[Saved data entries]

━━━━

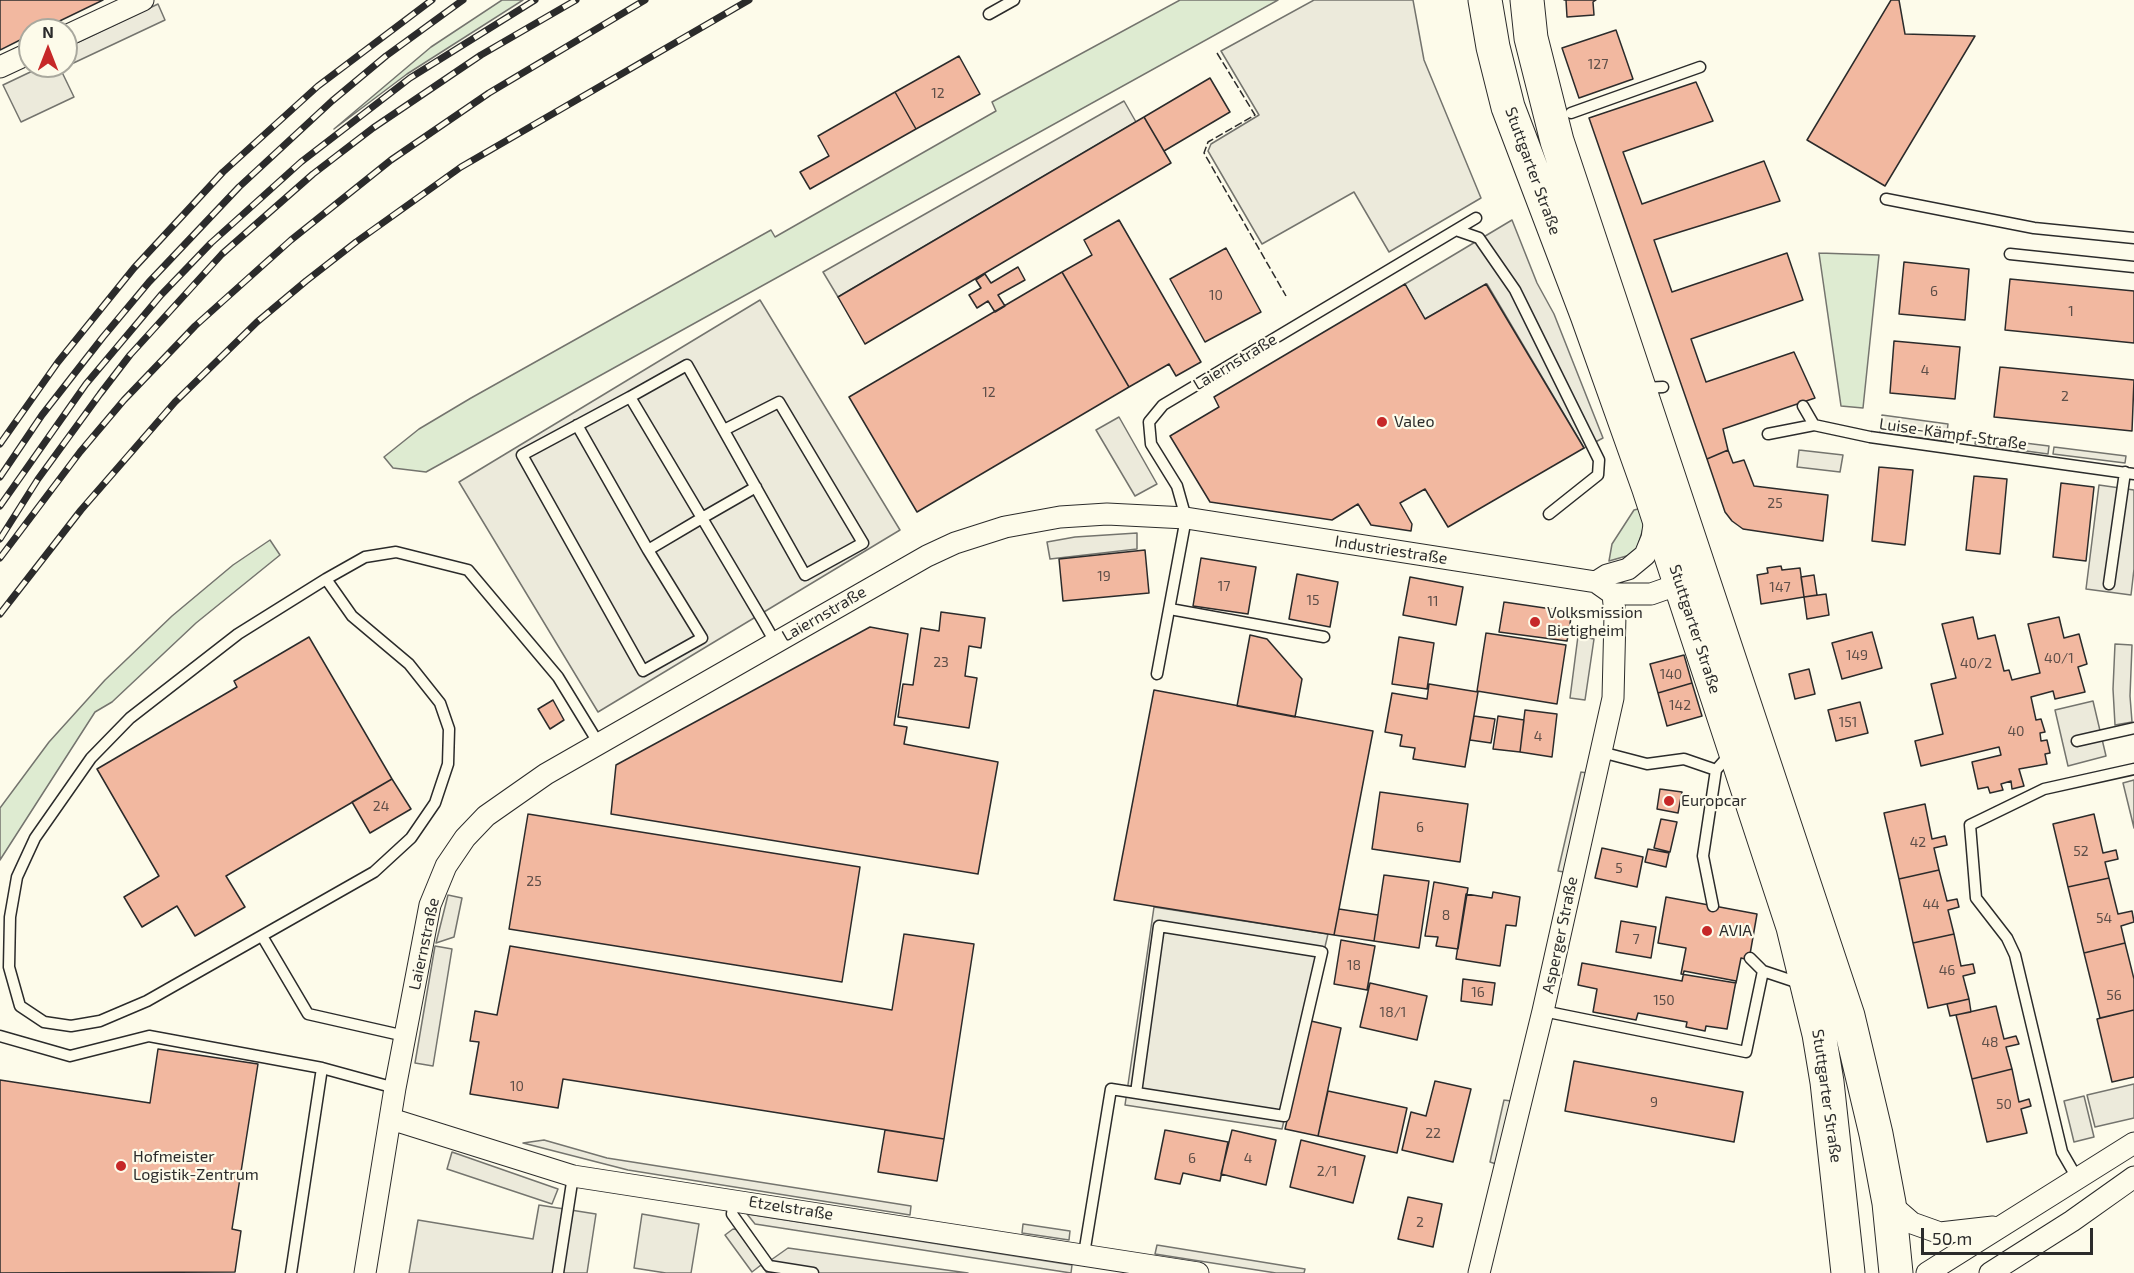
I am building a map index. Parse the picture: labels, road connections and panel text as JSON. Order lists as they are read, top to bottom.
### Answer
{
  "streets": {
    "main road": ["Stuttgarter Straße"],
    "street": [
      "Laiernstraße",
      "Industriestraße",
      "Asperger Straße",
      "Etzelstraße"
    ],
    "lane": ["Luise-Kämpf-Straße"]
  },
  "crossings": [
    ["Laiernstraße", "Industriestraße"],
    ["Laiernstraße", "Etzelstraße"],
    ["Industriestraße", "Asperger Straße"]
  ],
  "places": [
    "Valeo",
    "Volksmission Bietigheim",
    "Europcar",
    "AVIA",
    "Hofmeister Logistik-Zentrum"
  ],
  "house_numbers": [
    "127",
    "12",
    "6",
    "10",
    "1",
    "4",
    "12",
    "2",
    "25",
    "19",
    "17",
    "147",
    "15",
    "11",
    "149",
    "40/1",
    "23",
    "40/2",
    "140",
    "142",
    "151",
    "40",
    "4",
    "24",
    "6",
    "42",
    "52",
    "5",
    "25",
    "44",
    "8",
    "54",
    "7",
    "18",
    "46",
    "16",
    "56",
    "150",
    "18/1",
    "48",
    "10",
    "9",
    "50",
    "22",
    "6",
    "4",
    "2/1",
    "2"
  ],
  "scale_bar": "50 m",
  "north": "top"
}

━━━━

- [TASK ITEM]
Omitting the pictures, copy each record above exactly as it stands.

- [ANSWER SPACE]
I am building a map index. Parse the picture: labels, road connections and panel text as JSON. Order lists as they are read, top to bottom.
### Answer
{
  "streets": {
    "main road": ["Stuttgarter Straße"],
    "street": [
      "Laiernstraße",
      "Industriestraße",
      "Asperger Straße",
      "Etzelstraße"
    ],
    "lane": ["Luise-Kämpf-Straße"]
  },
  "crossings": [
    ["Laiernstraße", "Industriestraße"],
    ["Laiernstraße", "Etzelstraße"],
    ["Industriestraße", "Asperger Straße"]
  ],
  "places": [
    "Valeo",
    "Volksmission Bietigheim",
    "Europcar",
    "AVIA",
    "Hofmeister Logistik-Zentrum"
  ],
  "house_numbers": [
    "127",
    "12",
    "6",
    "10",
    "1",
    "4",
    "12",
    "2",
    "25",
    "19",
    "17",
    "147",
    "15",
    "11",
    "149",
    "40/1",
    "23",
    "40/2",
    "140",
    "142",
    "151",
    "40",
    "4",
    "24",
    "6",
    "42",
    "52",
    "5",
    "25",
    "44",
    "8",
    "54",
    "7",
    "18",
    "46",
    "16",
    "56",
    "150",
    "18/1",
    "48",
    "10",
    "9",
    "50",
    "22",
    "6",
    "4",
    "2/1",
    "2"
  ],
  "scale_bar": "50 m",
  "north": "top"
}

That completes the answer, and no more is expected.